Meanwhile, the metal wires 57 electrically connect the N-type semiconductor layer 25a and the P-type semiconductor layer 29a of the light emitting cell adjacent thereto. To this end, an electrode pad 55a may be formed on each of the N-type semiconductor layers 25a. The electrode pad 55a is in ohmic contact with the N-type semiconductor layer 25a to lower the contact resistance. In addition, an electrode pad 55b may be formed on a portion of the P-type semiconductor layer 29a. The electrode pad 55b is in ohmic contact with the P-type semiconductor layer 29a to lower the contact resistance. Accordingly, the metal wiring 57 connects the electrode pad 55a on the N-type semiconductor layer 25a and the electrode pad 55b on the P-type semiconductor layer 29a, as shown in the figure, to emit light. Field 30 is electrically connected. The light emitting cells 30 form an array connected in series by the metal wires 57. Arrays of two or more series-connected light emitting cells may be formed on the substrate 51, and the arrays may be connected in reverse parallel to each other and driven by an AC power source.

Meanwhile, in the present embodiment, the semi-insulating layer 53 is described as being separated from each other, but the semi-insulating layer 53 may be connected to each other and may be continuous.

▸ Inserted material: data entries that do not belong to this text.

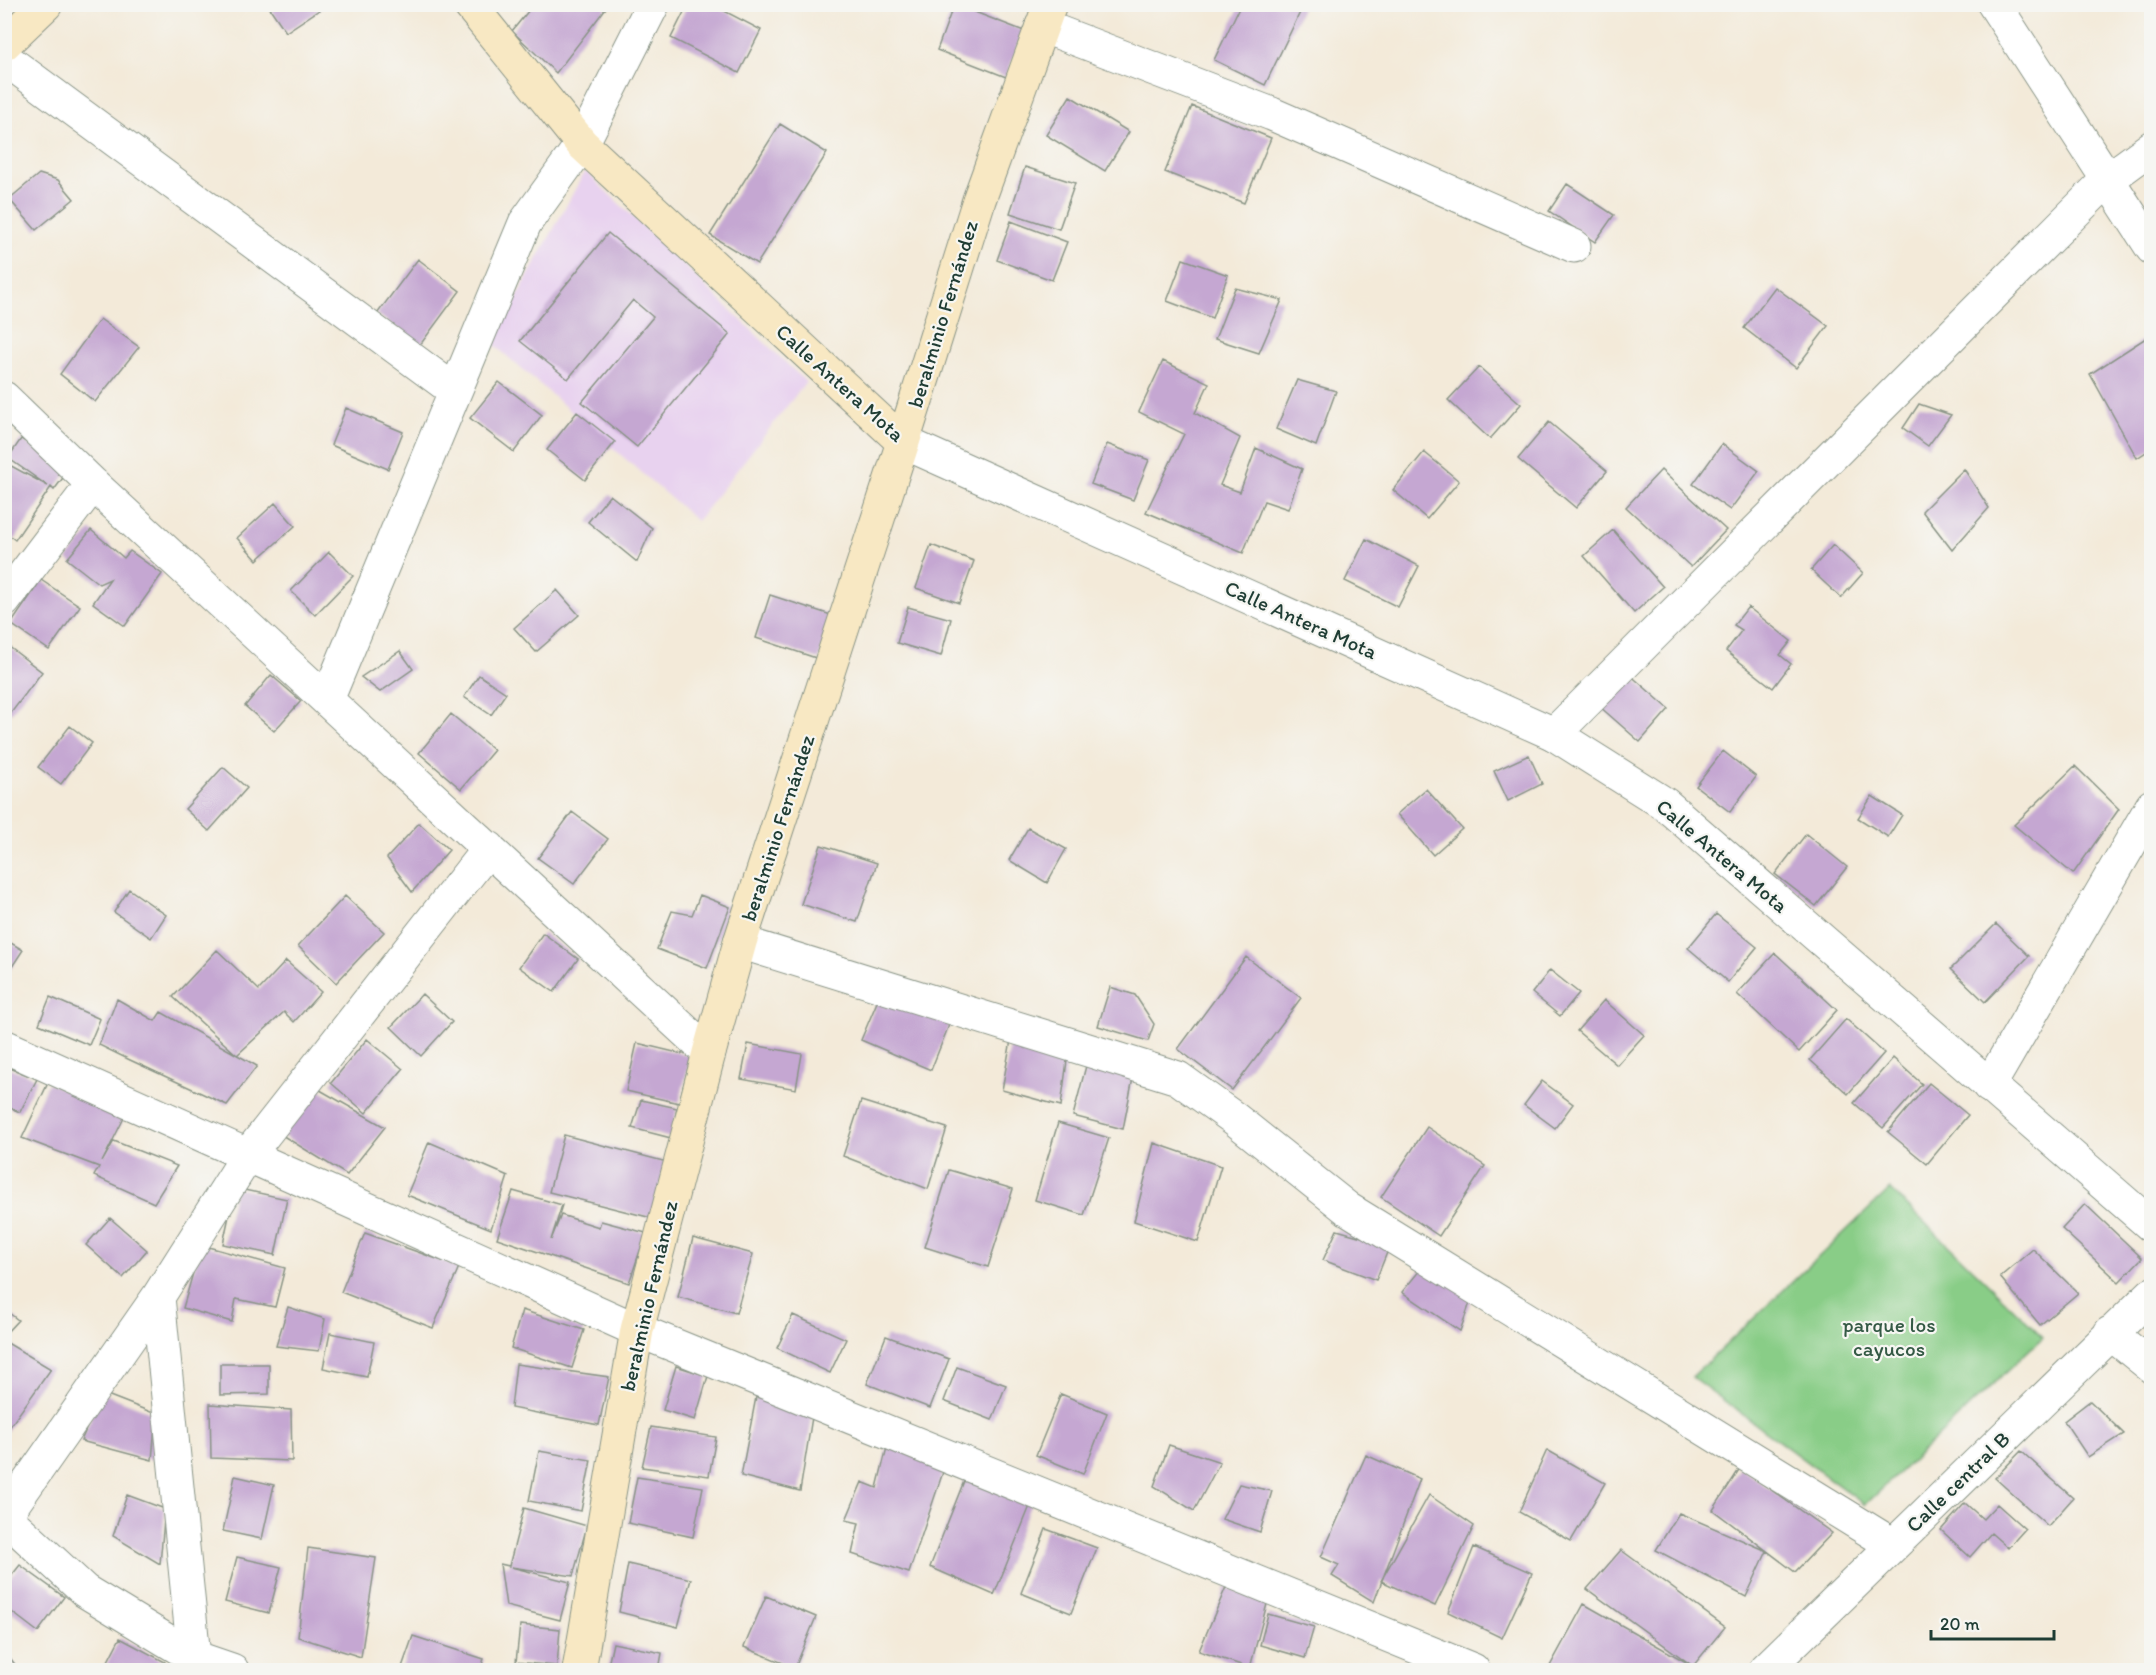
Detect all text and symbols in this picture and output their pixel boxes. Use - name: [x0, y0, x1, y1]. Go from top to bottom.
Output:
- street label: beralminio Fernández: [902, 217, 983, 410]
- street label: Calle Antera Mota: [771, 318, 910, 447]
- street label: Calle Antera Mota: [1221, 575, 1381, 664]
- street label: beralminio Fernández: [736, 731, 820, 924]
- street label: Calle Antera Mota: [1651, 793, 1793, 918]
- street label: beralminio Fernández: [614, 1198, 683, 1393]
- park label: parque los cayucos: [1842, 1312, 1936, 1361]
- street label: Calle central B: [1901, 1426, 2015, 1537]
- scale bar: [1931, 1603, 2054, 1641]
- text: 20 m: [1940, 1613, 1980, 1635]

10 is a cross-sectional view for describing a light emitting diode according to another exemplary embodiment of the present invention. Here, the same reference numerals as those of Fig. 1 denote the same components. Therefore, a different point from the embodiment shown in FIG. 1 is demonstrated concretely.

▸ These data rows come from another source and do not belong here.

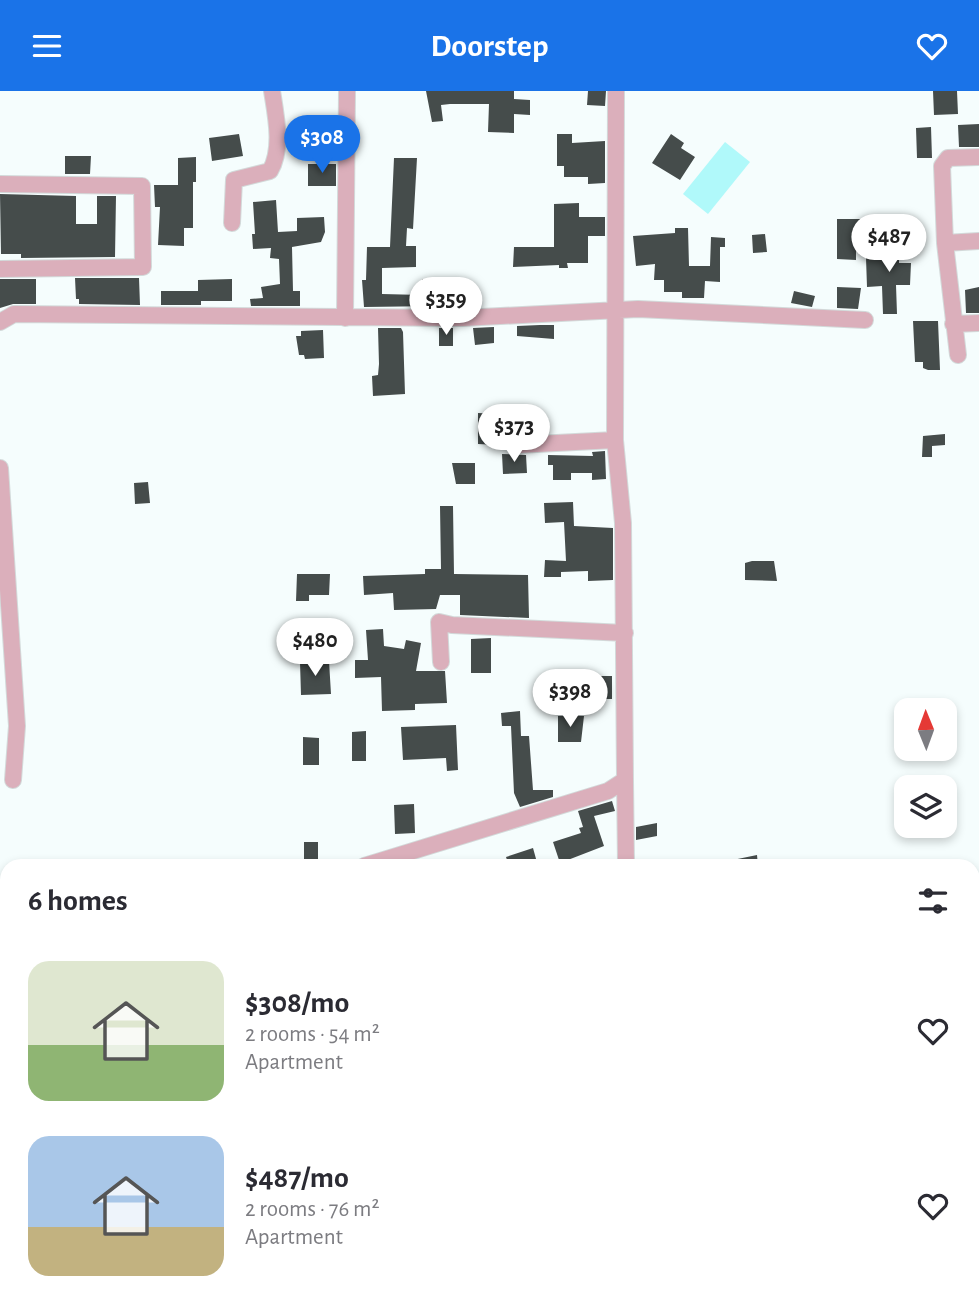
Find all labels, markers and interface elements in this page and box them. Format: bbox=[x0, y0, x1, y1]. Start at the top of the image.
icon: menu bbox=[28, 27, 66, 65]
icon: heart bbox=[913, 27, 951, 65]
text: Doorstep bbox=[431, 30, 548, 62]
pin: $308 bbox=[281, 115, 363, 175]
text: $308 bbox=[300, 126, 344, 149]
pin: $487 bbox=[848, 215, 930, 274]
text: $487 bbox=[867, 225, 911, 248]
pin: $359 bbox=[405, 278, 487, 337]
text: $359 bbox=[425, 288, 467, 311]
pin: $373 bbox=[473, 405, 555, 464]
text: $373 bbox=[494, 415, 534, 438]
pin: $480 bbox=[274, 619, 356, 678]
text: $480 bbox=[292, 629, 338, 652]
pin: $398 bbox=[529, 669, 611, 729]
text: $398 bbox=[549, 680, 591, 703]
north arrow bbox=[894, 698, 957, 761]
map controls bbox=[894, 698, 957, 838]
button: layers bbox=[894, 775, 957, 838]
icon: filters bbox=[914, 882, 952, 920]
text: 6 homes bbox=[28, 886, 128, 916]
text: $308/mo bbox=[245, 988, 349, 1018]
icon: home bbox=[84, 989, 168, 1073]
icon: heart bbox=[914, 1012, 952, 1050]
text: 2 rooms · 54 m² bbox=[245, 1023, 380, 1046]
text: Apartment bbox=[245, 1051, 343, 1074]
text: $487/mo bbox=[245, 1163, 349, 1193]
icon: home bbox=[84, 1164, 168, 1248]
icon: heart bbox=[914, 1187, 952, 1225]
text: 2 rooms · 76 m² bbox=[245, 1198, 379, 1221]
text: Apartment bbox=[245, 1226, 343, 1249]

Referring to FIG. 10, unlike the N-type semiconductor layer 25a of FIG. 1, the top surface of the N-type semiconductor layer 65a according to the present exemplary embodiment has a rough surface. Accordingly, the light emitting cell 70 has an upper surface of the rough surface, and as a result, the light extraction efficiency is improved by reducing the total reflection due to the difference in refractive index in the upper surface.

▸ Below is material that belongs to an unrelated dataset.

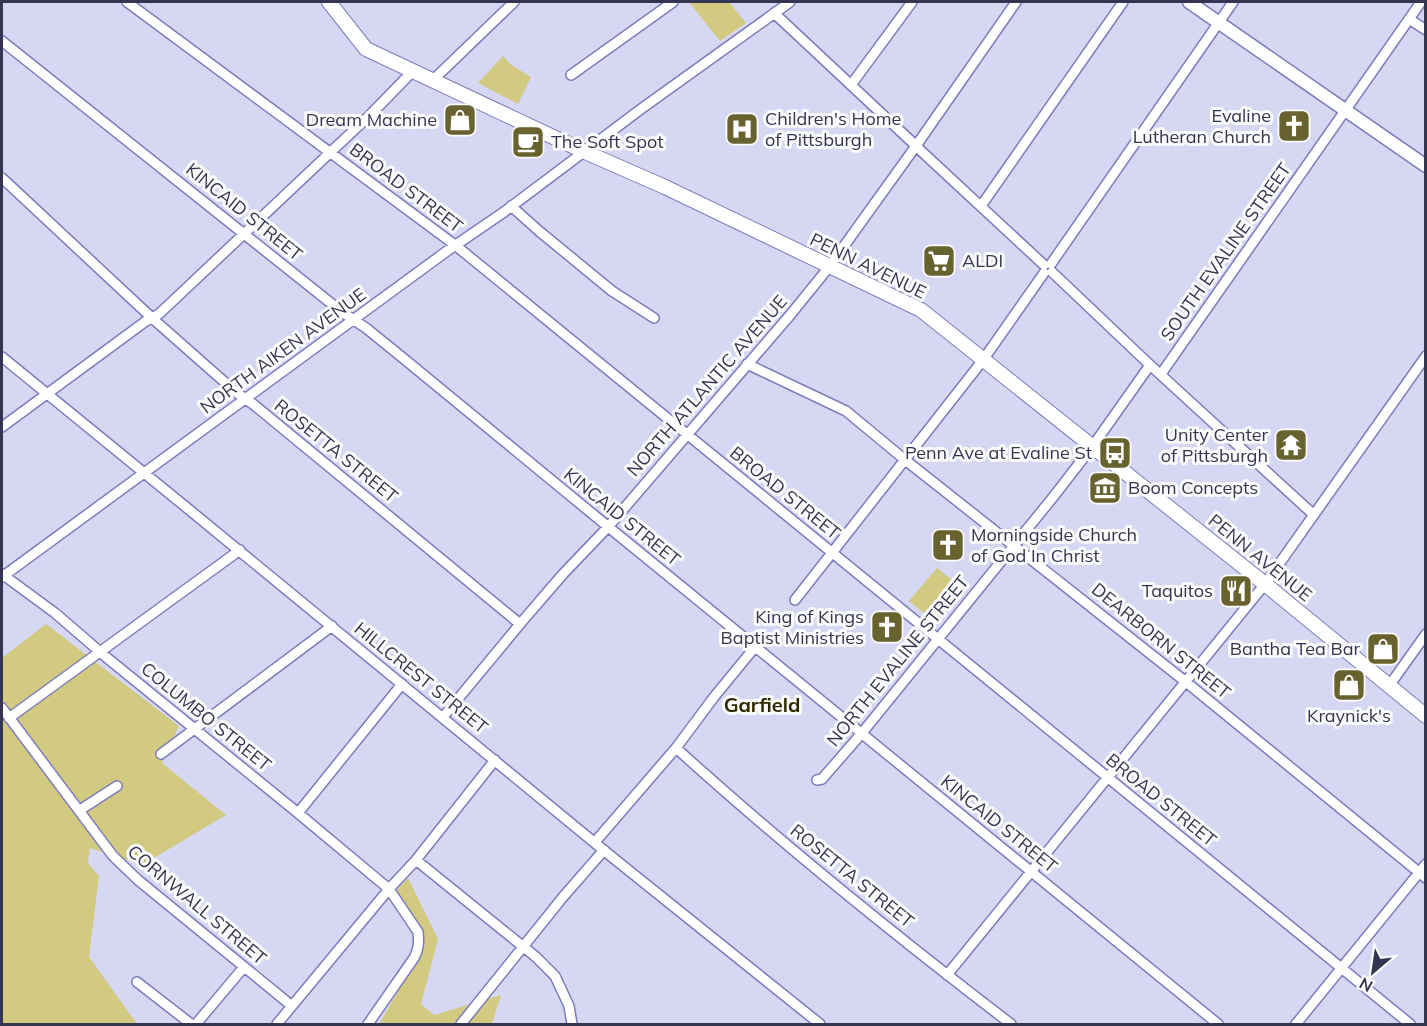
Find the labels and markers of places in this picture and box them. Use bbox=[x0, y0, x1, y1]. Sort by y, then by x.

The rough surface may be formed on the entire surface of the N-type semiconductor layer 65a, and an electrode pad may be formed on a portion of the rough surface. Alternatively, the rough surface may be selectively formed in a region other than a partial region of the N-type semiconductor layer 65a, and an electrode pad 55a may be formed in the partial region.

According to the present embodiment, the surface of the N-type semiconductor layer 65a is formed to be rough, so that the extraction efficiency of light emitted upward from the light emitting cell 70 can be improved.

Hereinafter, a light emitting diode manufacturing method according to the present embodiments will be described in detail.

2 to 6 are cross-sectional views illustrating a method of manufacturing a light emitting diode according to an embodiment of the present invention.

Referring to FIG. 2, semiconductor layers including a buffer layer 23, a first conductive semiconductor layer 25, an active layer 27, and a second conductive semiconductor layer 29 are formed on a first substrate 21. do.

The first substrate 21 is transparent, like a sapphire substrate, and a substrate lattice matched to the semiconductor layers is advantageous.

The buffer layer 23 and the semiconductor layers 25, 27, and 29 may be formed using metal organic chemical vapor deposition (MOCVD), molecular beam growth (MBE), or hydride vapor deposition (HVPE). In addition, the semiconductor layers 25, 27, and 29 may be continuously formed in the same process chamber. The buffer layer 23 is not particularly limited as long as it can mitigate lattice mismatch between the first substrate 21 and the semiconductor layers 25, 27, and 29, and may be formed of, for example, undoped GaN. In addition, the first conductivity type and the second conductivity type semiconductor layers may be P-type and N-type semiconductor layers, or N-type and P-type semiconductor layers.

Meanwhile, a semi-insulating layer 53 is formed on the second thermally conductive substrate 51 separate from the first substrate 21. The second substrate 51 is a thermally conductive substrate, and has a higher thermal conductivity than the sapphire substrate. The second substrate 51 may be a metal substrate or a conductive substrate.

Referring to FIG. 3, the substrates are bonded so that the second conductivity-type semiconductor layer 29 and the semi-insulating layer 53 face each other.

Thereafter, the laser 31 is irradiated from the first substrate 21 side. The laser 31 may be a KrF (248 nm) laser, for example. Since the first substrate 21 is a light transmissive substrate like the sapphire substrate, the laser passes through the first substrate 21 and is absorbed by the buffer layer 23. Accordingly, the buffer layer 23 is decomposed by the absorbed radiation energy at the interface between the buffer layer 23 and the first substrate 21, so that the substrate 21 is separated from the semiconductor layers. do.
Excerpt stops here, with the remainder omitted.